Rückkauf, Starlink und Frankfurter Flughafen
Die Telekom ist gerade auf mehreren Feldern gleichzeitig aktiv. Am Frankfurter Flughafen ist das neue Terminal 3 seit dem 19. April vollständig mit 5G versorgt. Moderne Antennensysteme sichern eine lückenlose Abdeckung, für Passagiere genauso wie für den Betrieb im Hintergrund. Das ist kein Kleinprojekt und es zeigt einmal mehr, dass die Telekom im lukrativen B2B-Geschäft ernst genommen wird. Stabile Margen, verlässliche Aufträge, genau das, was große Konzerne möchten. Parallel dazu treibt die Telekom den Glasfaserausbau in ländlichen Regionen weiter voran. Informationskampagnen und "Spatenstiche" sollen die Auslastung der neu verlegten Netze steigern. Und dann ist da noch Starlink. Unter dem Namen "Satellite Internet Access by Starlink" bietet die Telekom Großkunden einen vollständig gemanagten Satelliten-Breitbanddienst an, als Backup bei Leitungsausfällen, mit bis zu 400 Mbit/s im Download. Die Telekom ist damit der einzige deutsche Netzbetreiber, der diesen Service als fertig verwaltetes Paket schnürt. Ein cleverer Zug, gerade für Firmen in schlecht versorgten Regionen. Dazu läuft ein umfangreiches Aktienrückkaufprogramm. Bis Ende des Jahres sollen Papiere im Wert von bis zu zwei Milliarden Euro eingezogen werden.

Charttechnik
Die Aktie notiert aktuell bei rund 29,55 Euro, praktisch auf Augenhöhe des 200-Tage-Durchschnitts bei 29,73 Euro. Das klingt erst mal beruhigend, bedeutet aber auch, dass da kein Puffer ist.
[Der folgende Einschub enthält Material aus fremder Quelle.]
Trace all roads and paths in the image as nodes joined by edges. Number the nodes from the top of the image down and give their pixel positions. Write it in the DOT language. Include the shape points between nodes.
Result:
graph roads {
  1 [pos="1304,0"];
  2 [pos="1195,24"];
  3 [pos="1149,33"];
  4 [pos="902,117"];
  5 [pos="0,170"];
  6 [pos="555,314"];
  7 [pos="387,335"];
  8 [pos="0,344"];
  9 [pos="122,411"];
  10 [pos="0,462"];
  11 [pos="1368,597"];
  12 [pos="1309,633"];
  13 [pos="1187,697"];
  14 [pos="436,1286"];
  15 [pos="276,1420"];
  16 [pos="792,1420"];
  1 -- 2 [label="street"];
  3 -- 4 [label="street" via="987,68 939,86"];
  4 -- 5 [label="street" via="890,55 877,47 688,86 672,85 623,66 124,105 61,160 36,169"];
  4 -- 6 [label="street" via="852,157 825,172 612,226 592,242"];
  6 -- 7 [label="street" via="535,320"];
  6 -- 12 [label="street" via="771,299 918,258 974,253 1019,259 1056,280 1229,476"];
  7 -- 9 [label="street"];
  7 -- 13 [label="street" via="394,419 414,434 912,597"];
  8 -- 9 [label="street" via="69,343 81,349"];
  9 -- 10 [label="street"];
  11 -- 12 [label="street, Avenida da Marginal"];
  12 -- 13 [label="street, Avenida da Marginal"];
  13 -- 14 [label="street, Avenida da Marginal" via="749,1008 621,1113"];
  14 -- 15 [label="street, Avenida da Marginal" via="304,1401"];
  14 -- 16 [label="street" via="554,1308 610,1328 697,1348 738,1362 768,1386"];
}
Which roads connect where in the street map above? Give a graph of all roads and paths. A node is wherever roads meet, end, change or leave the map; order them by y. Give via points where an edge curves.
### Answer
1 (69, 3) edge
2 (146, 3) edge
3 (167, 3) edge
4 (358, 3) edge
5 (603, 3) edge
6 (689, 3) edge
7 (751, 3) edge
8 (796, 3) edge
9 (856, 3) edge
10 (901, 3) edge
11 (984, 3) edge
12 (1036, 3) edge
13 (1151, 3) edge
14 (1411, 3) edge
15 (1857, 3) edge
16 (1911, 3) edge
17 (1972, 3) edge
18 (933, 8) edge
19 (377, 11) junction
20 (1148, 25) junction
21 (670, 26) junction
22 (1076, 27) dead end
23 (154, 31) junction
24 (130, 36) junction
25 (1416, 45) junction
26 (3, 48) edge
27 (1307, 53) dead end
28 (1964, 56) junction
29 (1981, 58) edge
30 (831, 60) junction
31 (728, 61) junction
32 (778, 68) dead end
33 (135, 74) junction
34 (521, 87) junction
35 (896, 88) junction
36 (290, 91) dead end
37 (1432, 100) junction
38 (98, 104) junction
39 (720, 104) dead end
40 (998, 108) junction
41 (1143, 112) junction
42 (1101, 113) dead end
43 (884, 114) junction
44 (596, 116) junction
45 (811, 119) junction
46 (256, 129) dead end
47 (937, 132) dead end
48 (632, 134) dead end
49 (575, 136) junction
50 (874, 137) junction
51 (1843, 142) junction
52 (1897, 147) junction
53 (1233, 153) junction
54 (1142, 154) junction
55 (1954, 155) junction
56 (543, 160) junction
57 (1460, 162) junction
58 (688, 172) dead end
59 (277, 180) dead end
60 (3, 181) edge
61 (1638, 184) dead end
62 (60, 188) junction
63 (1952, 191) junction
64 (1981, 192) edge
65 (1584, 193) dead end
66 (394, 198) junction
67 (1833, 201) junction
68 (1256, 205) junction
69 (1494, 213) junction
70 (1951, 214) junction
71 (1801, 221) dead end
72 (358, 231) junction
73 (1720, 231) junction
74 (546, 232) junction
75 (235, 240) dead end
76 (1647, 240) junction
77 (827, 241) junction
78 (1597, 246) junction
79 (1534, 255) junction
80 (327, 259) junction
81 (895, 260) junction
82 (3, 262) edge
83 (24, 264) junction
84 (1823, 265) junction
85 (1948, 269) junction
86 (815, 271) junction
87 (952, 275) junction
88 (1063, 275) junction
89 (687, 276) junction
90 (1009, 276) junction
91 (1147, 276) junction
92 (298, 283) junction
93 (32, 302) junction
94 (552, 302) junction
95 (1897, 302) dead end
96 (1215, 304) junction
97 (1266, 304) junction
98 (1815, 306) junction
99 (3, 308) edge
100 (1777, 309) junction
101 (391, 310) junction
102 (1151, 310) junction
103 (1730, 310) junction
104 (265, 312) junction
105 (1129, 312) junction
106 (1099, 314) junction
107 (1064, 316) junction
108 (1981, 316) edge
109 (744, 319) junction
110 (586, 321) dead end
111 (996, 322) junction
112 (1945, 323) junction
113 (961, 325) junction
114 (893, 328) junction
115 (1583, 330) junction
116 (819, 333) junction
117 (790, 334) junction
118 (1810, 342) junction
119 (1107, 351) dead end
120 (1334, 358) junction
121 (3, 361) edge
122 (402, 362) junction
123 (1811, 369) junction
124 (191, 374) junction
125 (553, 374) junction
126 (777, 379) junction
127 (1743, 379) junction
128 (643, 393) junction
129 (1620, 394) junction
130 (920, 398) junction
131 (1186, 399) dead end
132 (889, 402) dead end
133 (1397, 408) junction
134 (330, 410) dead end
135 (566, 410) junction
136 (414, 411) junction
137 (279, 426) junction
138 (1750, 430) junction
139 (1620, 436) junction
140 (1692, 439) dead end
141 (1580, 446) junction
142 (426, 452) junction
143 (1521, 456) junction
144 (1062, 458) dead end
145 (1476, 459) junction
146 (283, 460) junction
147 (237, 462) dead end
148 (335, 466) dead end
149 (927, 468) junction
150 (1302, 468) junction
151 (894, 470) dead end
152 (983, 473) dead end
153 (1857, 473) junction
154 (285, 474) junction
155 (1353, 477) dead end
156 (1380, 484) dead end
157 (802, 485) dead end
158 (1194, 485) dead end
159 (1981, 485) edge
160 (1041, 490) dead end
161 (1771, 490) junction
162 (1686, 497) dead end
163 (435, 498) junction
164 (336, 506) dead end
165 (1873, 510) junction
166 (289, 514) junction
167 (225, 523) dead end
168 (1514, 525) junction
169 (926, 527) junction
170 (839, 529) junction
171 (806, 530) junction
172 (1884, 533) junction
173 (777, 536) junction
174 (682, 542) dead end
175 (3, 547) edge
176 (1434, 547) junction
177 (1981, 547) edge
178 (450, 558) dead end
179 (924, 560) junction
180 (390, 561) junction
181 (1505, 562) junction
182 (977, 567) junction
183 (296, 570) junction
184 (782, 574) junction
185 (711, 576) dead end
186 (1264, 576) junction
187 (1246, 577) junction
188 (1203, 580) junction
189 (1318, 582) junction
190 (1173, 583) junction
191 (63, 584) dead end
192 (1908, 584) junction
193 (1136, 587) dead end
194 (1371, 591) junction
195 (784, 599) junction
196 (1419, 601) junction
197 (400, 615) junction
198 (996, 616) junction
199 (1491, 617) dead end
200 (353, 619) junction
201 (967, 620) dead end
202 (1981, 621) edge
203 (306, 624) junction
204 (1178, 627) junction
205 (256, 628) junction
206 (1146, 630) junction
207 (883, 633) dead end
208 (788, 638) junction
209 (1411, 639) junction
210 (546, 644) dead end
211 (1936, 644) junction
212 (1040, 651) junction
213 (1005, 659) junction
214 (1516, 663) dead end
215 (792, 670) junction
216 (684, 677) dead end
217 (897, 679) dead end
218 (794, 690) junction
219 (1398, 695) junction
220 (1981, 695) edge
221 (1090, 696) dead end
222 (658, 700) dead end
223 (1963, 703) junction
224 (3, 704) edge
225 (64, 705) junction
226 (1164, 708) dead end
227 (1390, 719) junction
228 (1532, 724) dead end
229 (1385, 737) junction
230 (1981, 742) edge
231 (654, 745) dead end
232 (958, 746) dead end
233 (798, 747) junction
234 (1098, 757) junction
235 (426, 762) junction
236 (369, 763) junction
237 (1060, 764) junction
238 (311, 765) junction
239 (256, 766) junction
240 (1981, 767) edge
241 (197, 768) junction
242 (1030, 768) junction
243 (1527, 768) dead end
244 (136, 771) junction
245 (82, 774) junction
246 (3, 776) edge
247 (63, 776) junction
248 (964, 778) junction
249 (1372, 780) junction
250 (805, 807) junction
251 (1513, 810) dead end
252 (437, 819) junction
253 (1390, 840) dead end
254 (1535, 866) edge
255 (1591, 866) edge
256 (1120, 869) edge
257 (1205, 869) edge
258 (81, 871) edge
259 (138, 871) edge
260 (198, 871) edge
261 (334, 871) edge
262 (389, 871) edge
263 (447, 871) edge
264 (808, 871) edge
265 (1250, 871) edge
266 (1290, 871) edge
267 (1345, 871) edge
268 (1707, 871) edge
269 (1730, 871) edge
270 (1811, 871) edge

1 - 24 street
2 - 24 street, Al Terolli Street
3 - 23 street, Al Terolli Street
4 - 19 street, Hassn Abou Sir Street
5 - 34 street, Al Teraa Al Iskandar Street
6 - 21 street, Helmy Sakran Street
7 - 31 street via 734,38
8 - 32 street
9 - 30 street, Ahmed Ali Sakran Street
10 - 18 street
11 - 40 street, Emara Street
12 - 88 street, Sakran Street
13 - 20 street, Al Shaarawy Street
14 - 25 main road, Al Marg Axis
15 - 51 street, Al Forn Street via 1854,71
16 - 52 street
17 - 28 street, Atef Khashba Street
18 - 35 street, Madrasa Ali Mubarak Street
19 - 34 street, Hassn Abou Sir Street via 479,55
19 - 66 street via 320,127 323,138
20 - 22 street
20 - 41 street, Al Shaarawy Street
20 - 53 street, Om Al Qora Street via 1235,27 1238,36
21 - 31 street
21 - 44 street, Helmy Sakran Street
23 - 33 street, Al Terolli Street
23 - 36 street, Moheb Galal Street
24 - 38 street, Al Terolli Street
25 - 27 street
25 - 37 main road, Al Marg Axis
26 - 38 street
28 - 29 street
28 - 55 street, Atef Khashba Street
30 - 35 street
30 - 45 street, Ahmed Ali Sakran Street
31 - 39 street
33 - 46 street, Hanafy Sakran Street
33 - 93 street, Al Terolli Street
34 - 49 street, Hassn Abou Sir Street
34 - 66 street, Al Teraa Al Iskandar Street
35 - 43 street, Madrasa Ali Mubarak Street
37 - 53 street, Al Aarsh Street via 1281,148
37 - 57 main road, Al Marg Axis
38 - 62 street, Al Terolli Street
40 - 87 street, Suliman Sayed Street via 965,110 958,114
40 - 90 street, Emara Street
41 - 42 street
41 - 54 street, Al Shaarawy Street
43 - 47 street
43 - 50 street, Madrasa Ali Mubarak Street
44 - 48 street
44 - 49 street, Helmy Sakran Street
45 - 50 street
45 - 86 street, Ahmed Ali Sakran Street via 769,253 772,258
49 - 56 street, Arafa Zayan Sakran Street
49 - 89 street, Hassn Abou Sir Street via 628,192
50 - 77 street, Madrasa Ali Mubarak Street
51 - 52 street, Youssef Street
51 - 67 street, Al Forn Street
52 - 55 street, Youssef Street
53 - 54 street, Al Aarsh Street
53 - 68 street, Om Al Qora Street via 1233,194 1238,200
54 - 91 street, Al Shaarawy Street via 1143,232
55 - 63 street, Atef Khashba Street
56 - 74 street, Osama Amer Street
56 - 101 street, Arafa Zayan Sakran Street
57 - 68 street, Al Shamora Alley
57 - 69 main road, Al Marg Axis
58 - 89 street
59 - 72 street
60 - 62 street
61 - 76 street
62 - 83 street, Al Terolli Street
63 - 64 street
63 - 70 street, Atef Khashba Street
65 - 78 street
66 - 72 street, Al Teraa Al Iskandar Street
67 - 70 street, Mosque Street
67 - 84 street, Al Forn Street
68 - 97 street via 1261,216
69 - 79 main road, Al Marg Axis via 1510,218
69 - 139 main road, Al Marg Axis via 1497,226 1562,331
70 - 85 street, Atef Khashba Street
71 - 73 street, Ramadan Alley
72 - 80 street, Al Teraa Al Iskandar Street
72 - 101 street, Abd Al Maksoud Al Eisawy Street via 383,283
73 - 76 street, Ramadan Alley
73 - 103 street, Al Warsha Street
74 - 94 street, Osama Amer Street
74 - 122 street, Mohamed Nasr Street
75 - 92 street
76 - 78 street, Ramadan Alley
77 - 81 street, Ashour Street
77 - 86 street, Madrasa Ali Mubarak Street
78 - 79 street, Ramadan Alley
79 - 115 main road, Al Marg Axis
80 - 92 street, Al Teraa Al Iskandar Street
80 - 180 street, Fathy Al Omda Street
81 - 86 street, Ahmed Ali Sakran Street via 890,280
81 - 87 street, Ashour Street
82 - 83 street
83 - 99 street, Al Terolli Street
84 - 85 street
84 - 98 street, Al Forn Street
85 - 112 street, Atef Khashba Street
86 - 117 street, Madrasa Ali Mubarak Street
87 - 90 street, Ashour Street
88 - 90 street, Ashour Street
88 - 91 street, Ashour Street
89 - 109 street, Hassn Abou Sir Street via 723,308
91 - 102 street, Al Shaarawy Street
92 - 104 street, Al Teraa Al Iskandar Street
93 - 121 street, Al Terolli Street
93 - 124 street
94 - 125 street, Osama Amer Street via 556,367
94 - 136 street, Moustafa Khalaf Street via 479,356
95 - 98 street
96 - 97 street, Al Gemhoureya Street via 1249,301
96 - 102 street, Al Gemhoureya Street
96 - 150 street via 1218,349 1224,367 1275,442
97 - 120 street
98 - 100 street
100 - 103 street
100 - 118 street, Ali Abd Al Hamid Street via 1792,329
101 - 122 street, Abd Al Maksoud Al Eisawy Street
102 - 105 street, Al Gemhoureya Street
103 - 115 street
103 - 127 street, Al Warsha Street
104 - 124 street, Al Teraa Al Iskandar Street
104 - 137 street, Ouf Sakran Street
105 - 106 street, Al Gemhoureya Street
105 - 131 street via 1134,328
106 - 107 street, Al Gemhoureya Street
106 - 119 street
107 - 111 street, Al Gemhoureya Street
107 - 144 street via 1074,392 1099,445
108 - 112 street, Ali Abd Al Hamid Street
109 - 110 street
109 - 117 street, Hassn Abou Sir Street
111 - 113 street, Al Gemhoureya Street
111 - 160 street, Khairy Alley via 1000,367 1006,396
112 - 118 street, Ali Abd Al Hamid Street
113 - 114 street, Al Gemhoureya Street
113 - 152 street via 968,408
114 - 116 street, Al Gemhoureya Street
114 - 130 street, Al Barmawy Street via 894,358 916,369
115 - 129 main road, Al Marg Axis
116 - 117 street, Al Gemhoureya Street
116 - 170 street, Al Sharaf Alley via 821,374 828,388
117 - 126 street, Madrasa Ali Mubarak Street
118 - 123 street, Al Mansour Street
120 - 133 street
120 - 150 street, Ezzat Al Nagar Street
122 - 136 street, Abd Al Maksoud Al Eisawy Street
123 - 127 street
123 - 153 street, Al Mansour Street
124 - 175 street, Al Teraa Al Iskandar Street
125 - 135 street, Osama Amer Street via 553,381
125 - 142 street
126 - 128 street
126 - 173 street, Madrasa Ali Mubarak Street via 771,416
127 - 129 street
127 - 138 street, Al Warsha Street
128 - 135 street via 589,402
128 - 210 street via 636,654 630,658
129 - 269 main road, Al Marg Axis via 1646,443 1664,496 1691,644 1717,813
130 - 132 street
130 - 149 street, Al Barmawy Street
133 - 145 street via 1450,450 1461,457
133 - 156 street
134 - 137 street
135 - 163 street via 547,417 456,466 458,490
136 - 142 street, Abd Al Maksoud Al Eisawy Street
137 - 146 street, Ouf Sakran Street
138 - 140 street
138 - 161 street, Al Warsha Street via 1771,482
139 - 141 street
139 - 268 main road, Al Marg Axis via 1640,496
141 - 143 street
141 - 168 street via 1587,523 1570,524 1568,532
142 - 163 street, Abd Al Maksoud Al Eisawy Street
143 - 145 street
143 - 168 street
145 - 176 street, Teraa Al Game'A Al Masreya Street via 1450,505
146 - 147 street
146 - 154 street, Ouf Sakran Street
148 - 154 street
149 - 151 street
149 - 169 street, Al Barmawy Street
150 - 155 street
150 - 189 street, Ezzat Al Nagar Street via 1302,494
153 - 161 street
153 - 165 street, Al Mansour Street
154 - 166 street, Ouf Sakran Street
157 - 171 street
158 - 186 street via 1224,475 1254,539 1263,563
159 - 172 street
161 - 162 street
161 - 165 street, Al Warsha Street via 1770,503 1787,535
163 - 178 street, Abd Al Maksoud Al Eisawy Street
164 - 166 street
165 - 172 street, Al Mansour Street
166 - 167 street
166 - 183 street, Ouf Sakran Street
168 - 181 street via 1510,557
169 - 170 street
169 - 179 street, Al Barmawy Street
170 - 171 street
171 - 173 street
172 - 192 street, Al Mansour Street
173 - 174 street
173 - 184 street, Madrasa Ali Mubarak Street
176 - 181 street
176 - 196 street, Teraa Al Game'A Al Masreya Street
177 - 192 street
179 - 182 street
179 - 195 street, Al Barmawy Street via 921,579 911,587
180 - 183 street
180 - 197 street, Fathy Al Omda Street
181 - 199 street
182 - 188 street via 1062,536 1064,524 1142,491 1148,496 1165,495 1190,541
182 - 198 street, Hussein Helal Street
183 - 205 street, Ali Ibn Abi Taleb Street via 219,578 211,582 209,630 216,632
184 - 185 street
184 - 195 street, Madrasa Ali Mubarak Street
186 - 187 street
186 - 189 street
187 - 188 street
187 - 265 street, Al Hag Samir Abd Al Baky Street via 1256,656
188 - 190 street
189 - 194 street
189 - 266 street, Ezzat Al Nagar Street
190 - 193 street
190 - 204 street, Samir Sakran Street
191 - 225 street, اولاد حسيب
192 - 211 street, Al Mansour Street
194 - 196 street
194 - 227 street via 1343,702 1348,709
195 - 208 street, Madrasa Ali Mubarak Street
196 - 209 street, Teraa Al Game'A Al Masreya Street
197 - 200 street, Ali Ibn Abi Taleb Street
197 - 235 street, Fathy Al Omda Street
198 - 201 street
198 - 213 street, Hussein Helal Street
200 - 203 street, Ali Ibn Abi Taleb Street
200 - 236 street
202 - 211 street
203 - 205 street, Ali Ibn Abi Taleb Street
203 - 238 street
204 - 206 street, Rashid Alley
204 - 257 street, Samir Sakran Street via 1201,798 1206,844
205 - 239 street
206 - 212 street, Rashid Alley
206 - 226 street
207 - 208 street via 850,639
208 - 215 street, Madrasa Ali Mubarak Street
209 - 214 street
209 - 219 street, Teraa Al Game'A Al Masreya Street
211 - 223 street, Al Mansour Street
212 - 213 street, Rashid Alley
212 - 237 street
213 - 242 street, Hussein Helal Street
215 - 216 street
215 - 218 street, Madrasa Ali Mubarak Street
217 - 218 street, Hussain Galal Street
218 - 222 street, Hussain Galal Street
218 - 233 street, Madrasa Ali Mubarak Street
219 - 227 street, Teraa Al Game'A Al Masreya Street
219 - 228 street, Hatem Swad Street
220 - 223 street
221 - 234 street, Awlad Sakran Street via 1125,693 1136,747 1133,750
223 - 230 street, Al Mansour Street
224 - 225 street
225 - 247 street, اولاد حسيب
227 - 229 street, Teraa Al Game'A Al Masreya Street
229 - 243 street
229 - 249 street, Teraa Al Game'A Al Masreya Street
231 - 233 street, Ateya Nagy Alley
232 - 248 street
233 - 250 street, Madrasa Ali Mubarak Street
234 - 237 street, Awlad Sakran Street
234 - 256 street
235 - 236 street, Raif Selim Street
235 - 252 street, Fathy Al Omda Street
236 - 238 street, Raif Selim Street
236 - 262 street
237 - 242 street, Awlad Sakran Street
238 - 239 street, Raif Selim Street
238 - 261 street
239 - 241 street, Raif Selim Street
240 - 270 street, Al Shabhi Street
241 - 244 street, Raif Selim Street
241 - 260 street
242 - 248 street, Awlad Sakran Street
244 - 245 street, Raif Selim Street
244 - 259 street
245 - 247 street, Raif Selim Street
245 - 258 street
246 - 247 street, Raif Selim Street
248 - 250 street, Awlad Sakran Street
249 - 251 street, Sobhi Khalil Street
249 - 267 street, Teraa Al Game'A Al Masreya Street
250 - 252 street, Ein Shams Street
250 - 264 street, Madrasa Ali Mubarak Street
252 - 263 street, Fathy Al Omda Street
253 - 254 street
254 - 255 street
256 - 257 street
Vom 52-Wochen-Hoch bei 34,25 Euro trennen den Kurs noch immer rund 15 Prozent, beim Hoch aus dem März 2025 bei 35,91 Euro sind es entsprechend etwas mehr. Auf Monatssicht steht schon ein Minus von knapp 6 Prozent. Der RSI liegt aktuell bei 40, technisch noch nicht überverkauft, was aber historisch häufig schon etwas früher eine Gegenbewegung ankündigen könnte. Muss es aber nicht. Der Chart zeigt derzeit eine Abwärtsstruktur seit dem Frühjahr 2025, bis dann eine Gegenbewegung Anfang 2026 stattfand. Solange der Kurs aber die 200-Tage-Linie nicht nachhaltig überwindet, bleibt die technische Lage fragil. Nach unten gibt es eine erste Unterstützung bei rund 28,50 Euro, das 52-Wochen-Tief liegt um die 26,00 Euro. Darunter sieht es übel aus und könnte auf 20 Euro fallen. Nach oben wäre ein Ausbruch über 30,50 Euro das erste positive Signal. Dazwischen ist richtungsloses Niemandsland.
Was tun?
Wer die Fundamentaldaten anschaut, sieht ein solides Bild. Ein KGV von rund 15, eine Dividendenrendite von etwa 3,6 Prozent, ambitionierte aber greifbare Ziele für 2026: 47,4 Milliarden Euro bereinigtes EBITDA, knapp 20 Milliarden Euro Free Cashflow. Doch der Teufel steckt im Detail, denn die US-Tochter T-Mobile, an der die Telekom gut 53 Prozent hält, ist der mit Abstand wichtigste Gewinntreiber. Läuft es dort rund, und die Quartalszahlen am 28. April werden das zeigen, könnte das die Wende einleiten. Läuft es nicht, droht neuer Druck. Hinzu kommt die Tarifrunde mit ver.di am 27. April, wo Lohnforderungen von 6,6 Prozent auf dem Tisch liegen. Und die neuen Netzqualitätsregeln der Bundesnetzagentur könnten künftig Preisnachlässe erzwingen. Der Gesamteindruck: Die Telekom ist kein Zockerpapier, aber auch keine sichere Bank gerade. Wer bereits investiert ist, kann halten, das Rückkaufprogramm und die Bewertung bieten eine gewisse Absicherung. Neueinsteiger warten besser die Quartalszahlen ab, bevor sie handeln.